An attempt to say something about brevity without running on (and on).


Saturday, 2011-10-22 | demongin.org, Journal, On Writing Well

At Spark, we are focused on convergence and disruption — they generate each other. We like convergence because this is where major opportunities arise. The status quo breaks down and the traditional market leaders are vulnerable.

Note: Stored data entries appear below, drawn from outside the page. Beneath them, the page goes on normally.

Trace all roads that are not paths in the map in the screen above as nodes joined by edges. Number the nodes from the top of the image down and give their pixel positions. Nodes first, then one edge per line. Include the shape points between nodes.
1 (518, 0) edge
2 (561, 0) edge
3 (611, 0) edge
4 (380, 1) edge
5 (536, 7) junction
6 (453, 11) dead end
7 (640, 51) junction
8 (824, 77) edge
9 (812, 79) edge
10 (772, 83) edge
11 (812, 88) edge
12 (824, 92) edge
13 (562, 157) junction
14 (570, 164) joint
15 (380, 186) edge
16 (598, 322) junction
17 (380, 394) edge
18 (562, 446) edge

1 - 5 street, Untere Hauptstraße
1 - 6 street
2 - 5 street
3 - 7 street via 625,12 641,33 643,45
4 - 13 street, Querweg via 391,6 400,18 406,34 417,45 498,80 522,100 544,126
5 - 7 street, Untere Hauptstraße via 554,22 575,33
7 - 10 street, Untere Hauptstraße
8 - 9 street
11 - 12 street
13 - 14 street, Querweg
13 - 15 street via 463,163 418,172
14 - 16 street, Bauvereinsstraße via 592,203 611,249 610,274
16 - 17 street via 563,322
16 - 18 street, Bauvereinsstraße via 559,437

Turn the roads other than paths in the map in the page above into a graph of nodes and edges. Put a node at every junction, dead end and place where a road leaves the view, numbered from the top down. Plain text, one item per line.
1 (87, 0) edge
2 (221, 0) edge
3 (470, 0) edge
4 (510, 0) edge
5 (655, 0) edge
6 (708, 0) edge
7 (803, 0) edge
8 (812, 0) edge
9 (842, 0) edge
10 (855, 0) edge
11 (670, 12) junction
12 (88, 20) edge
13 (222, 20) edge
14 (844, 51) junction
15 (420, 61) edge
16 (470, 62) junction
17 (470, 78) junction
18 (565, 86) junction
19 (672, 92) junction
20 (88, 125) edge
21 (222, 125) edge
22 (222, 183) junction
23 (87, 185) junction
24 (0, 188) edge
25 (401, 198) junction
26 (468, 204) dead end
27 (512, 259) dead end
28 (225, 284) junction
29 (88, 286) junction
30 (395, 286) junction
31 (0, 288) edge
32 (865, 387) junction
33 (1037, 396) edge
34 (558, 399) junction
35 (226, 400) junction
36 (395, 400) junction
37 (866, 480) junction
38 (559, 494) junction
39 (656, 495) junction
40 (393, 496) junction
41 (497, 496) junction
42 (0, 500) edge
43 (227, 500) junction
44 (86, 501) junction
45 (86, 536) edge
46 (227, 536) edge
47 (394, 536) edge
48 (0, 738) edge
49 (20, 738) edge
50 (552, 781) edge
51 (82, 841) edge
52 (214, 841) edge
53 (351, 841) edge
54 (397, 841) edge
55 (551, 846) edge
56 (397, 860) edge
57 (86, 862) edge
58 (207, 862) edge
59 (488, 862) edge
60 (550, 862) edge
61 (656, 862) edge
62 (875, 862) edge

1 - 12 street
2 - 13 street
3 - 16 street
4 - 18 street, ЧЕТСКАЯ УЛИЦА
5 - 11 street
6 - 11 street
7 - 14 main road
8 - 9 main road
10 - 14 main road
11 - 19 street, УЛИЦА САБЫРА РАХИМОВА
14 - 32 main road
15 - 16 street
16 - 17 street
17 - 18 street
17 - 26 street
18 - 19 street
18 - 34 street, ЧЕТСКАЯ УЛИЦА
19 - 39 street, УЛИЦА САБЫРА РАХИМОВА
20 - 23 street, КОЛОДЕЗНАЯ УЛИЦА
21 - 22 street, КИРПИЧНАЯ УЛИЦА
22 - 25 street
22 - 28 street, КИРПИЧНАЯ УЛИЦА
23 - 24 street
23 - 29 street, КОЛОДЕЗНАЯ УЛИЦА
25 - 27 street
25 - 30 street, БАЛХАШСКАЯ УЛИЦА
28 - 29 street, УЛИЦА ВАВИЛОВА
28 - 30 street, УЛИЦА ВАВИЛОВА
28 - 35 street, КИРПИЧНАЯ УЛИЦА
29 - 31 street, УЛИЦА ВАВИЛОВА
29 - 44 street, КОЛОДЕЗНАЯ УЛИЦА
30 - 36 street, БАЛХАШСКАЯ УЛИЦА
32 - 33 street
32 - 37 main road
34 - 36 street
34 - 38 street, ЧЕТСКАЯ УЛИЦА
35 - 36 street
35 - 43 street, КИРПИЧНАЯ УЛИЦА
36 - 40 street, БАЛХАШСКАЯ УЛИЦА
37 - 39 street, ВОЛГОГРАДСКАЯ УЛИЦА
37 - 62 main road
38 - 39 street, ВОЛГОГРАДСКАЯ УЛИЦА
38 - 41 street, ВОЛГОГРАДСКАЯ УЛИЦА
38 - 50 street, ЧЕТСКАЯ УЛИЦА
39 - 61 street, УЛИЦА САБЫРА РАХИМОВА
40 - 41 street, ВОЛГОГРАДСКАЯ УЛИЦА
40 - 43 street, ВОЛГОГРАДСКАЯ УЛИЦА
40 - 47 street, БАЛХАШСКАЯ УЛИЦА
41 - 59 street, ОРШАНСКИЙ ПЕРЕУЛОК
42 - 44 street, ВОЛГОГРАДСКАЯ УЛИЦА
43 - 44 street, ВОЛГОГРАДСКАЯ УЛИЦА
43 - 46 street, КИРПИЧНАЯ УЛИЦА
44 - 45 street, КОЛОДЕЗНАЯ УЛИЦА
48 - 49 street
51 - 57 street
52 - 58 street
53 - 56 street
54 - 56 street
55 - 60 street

We like to invest in the disrupters.

SparkCapital.com

Odds are good that if his long-form works are something you enojy, your newfound role-model's microblog will turn out just like everything else in your life that you bought sight-unseen: the reality is a mawkish parody of what you had hoped for and expectation, as all mothers must eventually concede, is the mother of disappointment.

The problem, in the main, with microblogs, is that they end up being either one of two things:

  1. completely vapid and unabashedly self-serving advertisements for content (e.g. a book or seminar or whatever) that point, MC Escher-like, back at the original, vapid microblog posts as if the content were actually there all along,1 or,
  2. un-edited streams of consciousness that, while occasionally Reddit frontpage-worthy, are generally about as useful as babytalk.2
It's difficult to say which is more useless--the 142 character ad space or the "Fuck Yeah 'Fuck Yeah'!" tumblr--but, as anyone over 50 will tell you, the lesson learned from the meteoric rise of Twitter is that brevity, in the hands of the unstudied, is like political authority in the hands of a professional politician and is soon squandered.

Everyone knows that Hamlet thought that brevity was the soul of wit and even if they don't, most will agree that a keen intellect quickly cuts the heart from what a clumsier mind takes hours and hours to butcher.

Similarly, if most people liked epigrams in college, they probably remember their Horace: "brevis esse laboro: obscurus fio."3 Even if they don't, however, most will agree that the hardest thing in the world is to say something about how or why one ought to practice and master brevity without running on at great length about it (and thereby illustrating the exact opposite principle of the one they are describing).

All of which is to say and do exactly that and confess, in extreme circuity, that I have been scared of my own blog for a few months now: I want to write short posts (shorter posts, at least), but brevity, as the old card-player's saying goes, is not my long suit.

But it just occurred to me (in the midst of unloading the dishwasher, of all times) that an essayist who is unable or unwilling to so much as make the attempt, well, he's no essayist at all, really: he has gone from being a brave attempter of things whose uncertain outcomes makes them worth attempting in the first place to a lowly expositor of the fully-conceived (yuck).

So, long story short, look for short(er) blog posts from me in the near term.





  1. Think Seth Godin.
  2. Think Will Ferrell.
  3. You barely need any Latin for this one, but in case life outside of the Academy's warm embrace has robbed from you your ability to conjugate the existential verb, Q Horatius says, "I labor to be brief: I become obscure."